**Task item**
The answer should consist of the records below, repeated exactly, and no pictures.

[Dataset entries]
-- Opening Marker --

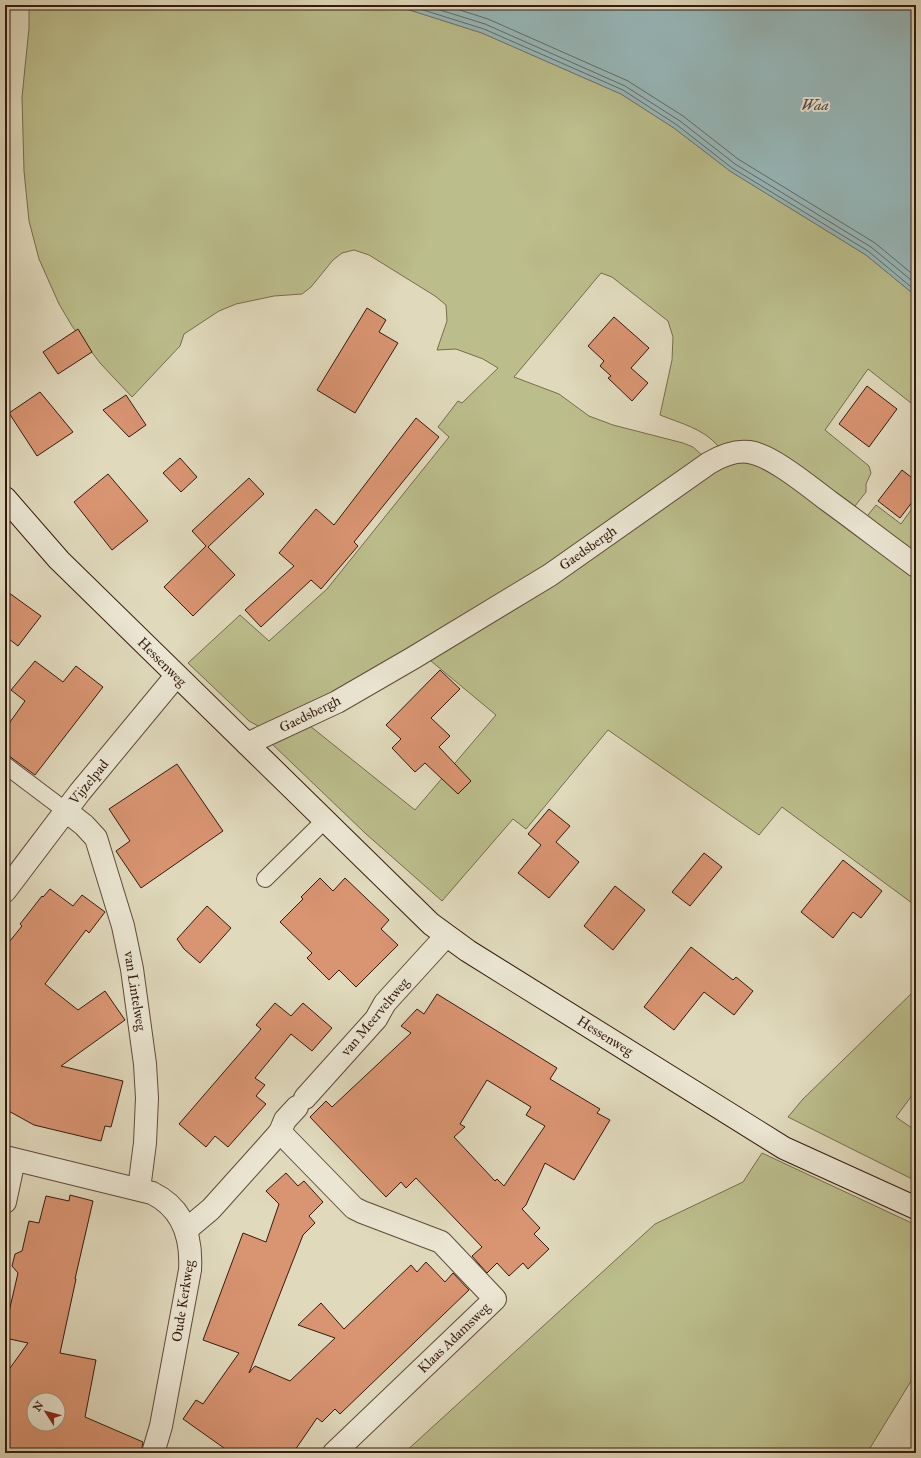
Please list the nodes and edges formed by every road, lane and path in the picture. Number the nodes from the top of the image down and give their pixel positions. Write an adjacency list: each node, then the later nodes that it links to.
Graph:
1 (5, 498): 3 (street, Hessenweg)
2 (916, 566): 4 (street, Gaedsbergh)
3 (176, 676): 4 (street, Hessenweg); 6 (street, Vijzelpad)
4 (247, 744): 7 (street, Hessenweg)
5 (5, 766): 6 (lane)
6 (66, 811): 9 (street, Vijzelpad); 13 (street, van Lintelweg)
7 (324, 821): 8 (lane); 10 (street, Hessenweg)
8 (265, 879)
9 (5, 891)
10 (446, 936): 11 (street, van Meerveltweg); 15 (street, Hessenweg)
11 (280, 1132): 16 (street, van Meerveltweg); 18 (street, Klaas Adamsweg)
12 (10, 1158): 13 (street, Oude Kerkweg); 14 (street)
13 (139, 1189): 16 (street, Oude Kerkweg)
14 (5, 1202)
15 (916, 1208)
16 (186, 1230): 17 (street, Oude Kerkweg)
17 (160, 1451)
18 (334, 1453)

-- Closing Marker --

**Exercise response**
Please list the nodes and edges formed by every road, lane and path in the picture. Number the nodes from the top of the image down and give their pixel positions. Write an adjacency list: each node, then the later nodes that it links to.
Graph:
1 (5, 498): 3 (street, Hessenweg)
2 (916, 566): 4 (street, Gaedsbergh)
3 (176, 676): 4 (street, Hessenweg); 6 (street, Vijzelpad)
4 (247, 744): 7 (street, Hessenweg)
5 (5, 766): 6 (lane)
6 (66, 811): 9 (street, Vijzelpad); 13 (street, van Lintelweg)
7 (324, 821): 8 (lane); 10 (street, Hessenweg)
8 (265, 879)
9 (5, 891)
10 (446, 936): 11 (street, van Meerveltweg); 15 (street, Hessenweg)
11 (280, 1132): 16 (street, van Meerveltweg); 18 (street, Klaas Adamsweg)
12 (10, 1158): 13 (street, Oude Kerkweg); 14 (street)
13 (139, 1189): 16 (street, Oude Kerkweg)
14 (5, 1202)
15 (916, 1208)
16 (186, 1230): 17 (street, Oude Kerkweg)
17 (160, 1451)
18 (334, 1453)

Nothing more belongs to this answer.